Connaisssez vous la fée Mélusine ? Lorsque j’étais enfant mon grand père me racontait l’histoire de la fée et de sa bague aux yeux de chat. Mélusine laissait tomber sa bague, dans une prairie où une minuscule princesse la trouverait, ou bien dans une galère juste à côté du valeureux chevalier fait prisonnier. Et à la fin de l’histoire, au moment décisif, la bague brillait soudain d’un éclat surnaturel et le miracle se produisait : les larmes d’amour de son père rendaient à la princesse sa taille normale, la tapisserie de la dame qui attendait son chevalier s’animait et ramenait le croisé au château.
De nos jours les enfants connaissent d’autres sortes de fées, mais Mélusine, Viviane et les autres fées qui vivaient à Brocéliande du temps de Merlin sont tombées en désuétude. C’est sur le chemin de l’école que Manon trouva cette étrange bague, un peu noircie, mais très travaillée, sertie d’un morceau de verre vert. Comme elle lui faisait penser aux images de Games of Throne que son grand frère lui montrait, elle décida de la garder pour lui montrer le soir. Elle la mit dans sa poche et l’oublia presque aussitôt. La journée se déroula comme d’habitude, entre les heures à écouter la maîtresse en révassant et les jeux dans la cour de récréation. Le soir, après ses devoirs, elle avait le droit de jouer avec la tablette. Ce soir là, elle décida de se promener dans le jardin en prenant des photos, qu’elle retoucherait ensuite pour en rire avec ses amies. Elle était en train de photographier une fleur lorsqu’elle l’aperçut. Un petit être étrange, pas plus grand que la marguerite sur laquelle il prenait appui, très mince, vêtu d’une sorte de collant et d’un justaucorps orange rayé de jaune. Il semblait prendre la pose. Manon crut d’abord qu’il s’agissait d’un jeu qu’elle avait du lancer sur la tablette sans faire exprès, comme Pokémon Go avec lequel son frère avait joué tout un été avant de l’abandonner. Mais non, lorsqu’elle le regardait directement, sans la tablette, il était toujours là. Incroyable, c’était comme dans « Arthur et les minimoys». Elle se pencha et lui dit poliment
« Bonjour. Vous existez vraiment ? »
« Bonjour. Et vous ? Vous existez vraiment ? » et il éclata de rire. Son rire était léger et cristallin comme une petite clochette.

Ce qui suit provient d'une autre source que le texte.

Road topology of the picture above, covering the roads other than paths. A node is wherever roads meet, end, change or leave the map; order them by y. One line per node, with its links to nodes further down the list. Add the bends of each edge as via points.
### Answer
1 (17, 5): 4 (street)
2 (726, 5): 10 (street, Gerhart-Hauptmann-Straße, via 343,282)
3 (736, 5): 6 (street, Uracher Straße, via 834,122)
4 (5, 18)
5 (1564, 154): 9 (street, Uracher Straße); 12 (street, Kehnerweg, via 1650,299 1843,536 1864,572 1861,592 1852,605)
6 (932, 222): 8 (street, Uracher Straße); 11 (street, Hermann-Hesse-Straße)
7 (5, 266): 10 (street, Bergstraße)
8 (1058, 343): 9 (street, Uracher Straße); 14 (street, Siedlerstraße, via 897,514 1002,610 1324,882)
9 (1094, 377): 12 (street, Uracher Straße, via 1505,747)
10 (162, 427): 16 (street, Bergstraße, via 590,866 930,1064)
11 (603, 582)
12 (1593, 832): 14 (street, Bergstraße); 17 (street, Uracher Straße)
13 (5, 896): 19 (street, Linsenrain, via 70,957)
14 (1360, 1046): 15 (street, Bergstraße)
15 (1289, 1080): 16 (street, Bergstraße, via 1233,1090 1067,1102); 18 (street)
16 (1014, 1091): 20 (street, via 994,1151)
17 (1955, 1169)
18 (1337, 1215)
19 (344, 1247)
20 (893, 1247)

Manon fut très surprise par cette réponse. Est-ce qu’il se moquait d’elle ? Elle se sentait un peu vexée, mais le rire de la petite créature était si communicatif qu’elle finit par sourire puis rire avec lui.
« Je m’appelle Manon, j’ai 9 ans. Je n’ai jamais vu quelqu’un comme vous. »

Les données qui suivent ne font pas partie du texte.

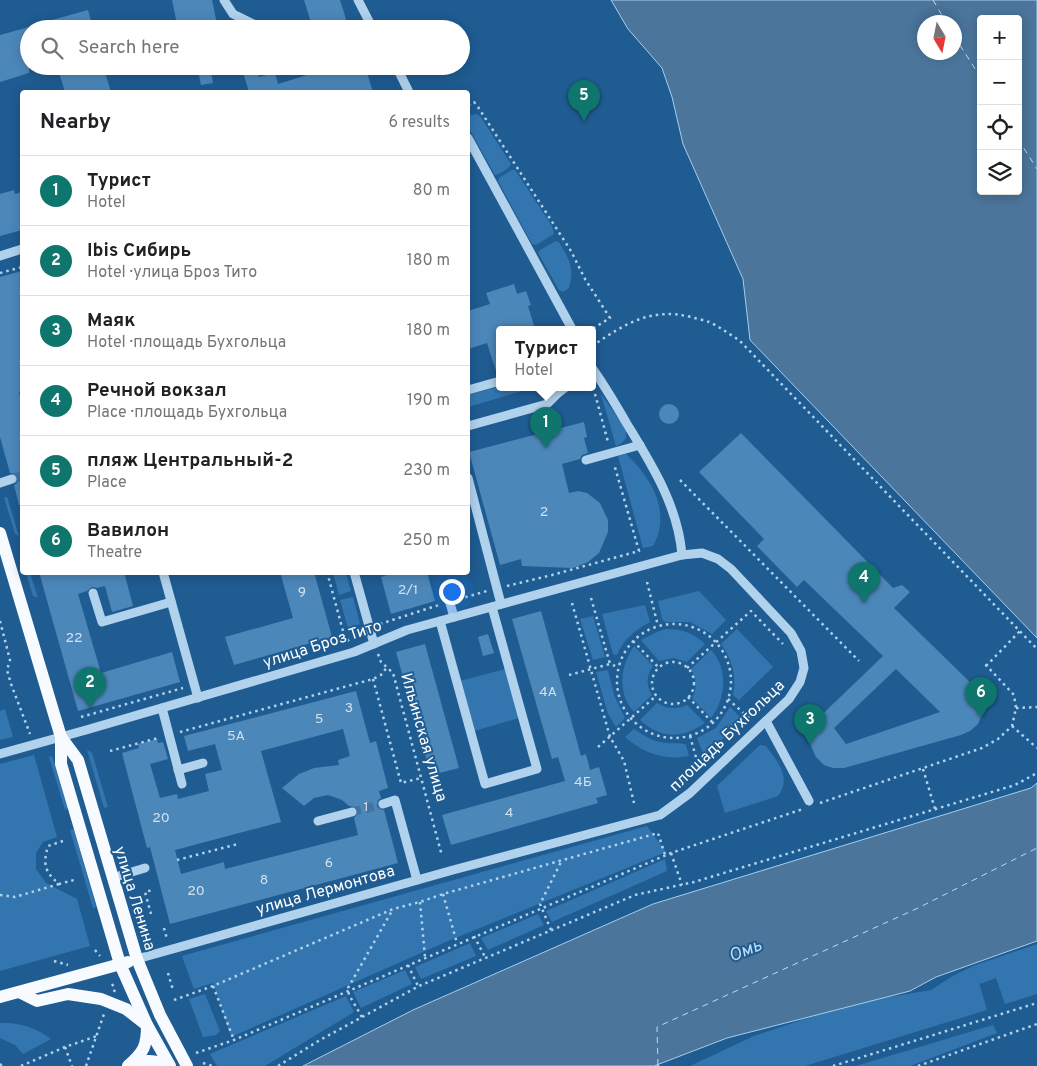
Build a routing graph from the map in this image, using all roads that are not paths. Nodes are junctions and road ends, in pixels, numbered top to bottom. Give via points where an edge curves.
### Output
1 (224, 0) edge
2 (358, 0) edge
3 (245, 20) edge
4 (368, 20) edge
5 (401, 75) edge
6 (409, 90) edge
7 (470, 142) edge
8 (20, 250) edge
9 (0, 256) edge
10 (570, 326) edge
11 (596, 378) edge
12 (496, 382) edge
13 (470, 389) edge
14 (560, 391) edge
15 (470, 425) edge
16 (640, 444) junction
17 (586, 460) dead end
18 (12, 479) tunnel mouth
19 (0, 483) edge
20 (470, 487) edge
21 (0, 533) edge
22 (682, 555) junction
23 (164, 575) edge
24 (355, 575) edge
25 (93, 593) dead end
26 (447, 593) dead end
27 (171, 602) junction
28 (496, 606) junction
29 (454, 617) junction
30 (440, 621) junction
31 (374, 644) junction
32 (198, 698) junction
33 (162, 708) junction
34 (766, 721) junction
35 (61, 737) junction
36 (0, 754) edge
37 (203, 763) dead end
38 (178, 770) junction
39 (182, 784) dead end
40 (383, 804) tunnel mouth
41 (811, 805) road end
42 (352, 812) tunnel mouth
43 (660, 815) joint
44 (318, 821) dead end
45 (145, 868) dead end
46 (112, 878) junction
47 (417, 880) junction
48 (137, 959) junction
49 (120, 964) junction
50 (19, 992) junction
51 (0, 997) edge
52 (147, 1025) junction
53 (129, 1066) edge
54 (168, 1066) edge
55 (187, 1066) edge

1 - 3 street via 233,14
2 - 4 street
5 - 6 street
7 - 10 street
8 - 9 street
11 - 16 street
12 - 13 street
14 - 15 street via 547,404
16 - 17 street
16 - 22 street via 667,493 676,517
18 - 19 street
20 - 28 street
21 - 35 main road, улица Ленина
22 - 28 street, улица Броз Тито
22 - 34 street, площадь Бухгольца via 702,553 731,569 791,633 801,651 804,668 800,682 789,699
23 - 27 street
24 - 31 street
25 - 27 street via 102,622
26 - 29 street
27 - 32 street
28 - 29 street, улица Броз Тито
28 - 30 street via 538,769 485,784
29 - 30 street, улица Броз Тито
30 - 31 street, улица Броз Тито
31 - 32 street, улица Броз Тито
32 - 33 street, улица Броз Тито
33 - 35 street, улица Броз Тито
33 - 38 street
34 - 41 street
34 - 43 street, площадь Бухгольца via 690,793
35 - 36 street, улица Броз Тито
35 - 46 main road, улица Ленина via 78,760
35 - 49 main road, улица Ленина via 61,764
37 - 38 street
38 - 39 street
40 - 47 street via 395,800
42 - 44 street
43 - 47 street, улица Лермонтова
45 - 46 street
46 - 48 main road, улица Ленина
47 - 48 street, улица Лермонтова
48 - 49 main road, улица Лермонтова
48 - 55 main road, улица Ленина via 160,1015
49 - 50 main road, улица Лермонтова
49 - 52 main road, улица Ленина
50 - 51 main road, улица Лермонтова
50 - 52 main road via 37,1001 68,994 101,998 126,1009
52 - 53 main road via 144,1050
52 - 54 main road, улица Ленина
53 - 54 main road via 147,1061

Il s’inclina profondément et répondit « Je m’appelle Boncrat, j’ai 999 ans. Je suis perdu ici, j’ai du tomber dans un trou temporel. Je me promenais dans la forêt, ce satané trou devait être recouvert de feuilles mortes et je ne l’ai pas vu. En quelle année sommes nous ? »
« Nous sommes en 2017.»
« En 2017 ? Sacrebleu, ce n’était pas un petit trou. Bon, puisque je suis là, est-ce que je peux faire quelque chose pour toi ? »
« Quelque chose pour moi ? Est ce que tu es comme le génie de la lampe ? J’ai droit à trois vœux ? »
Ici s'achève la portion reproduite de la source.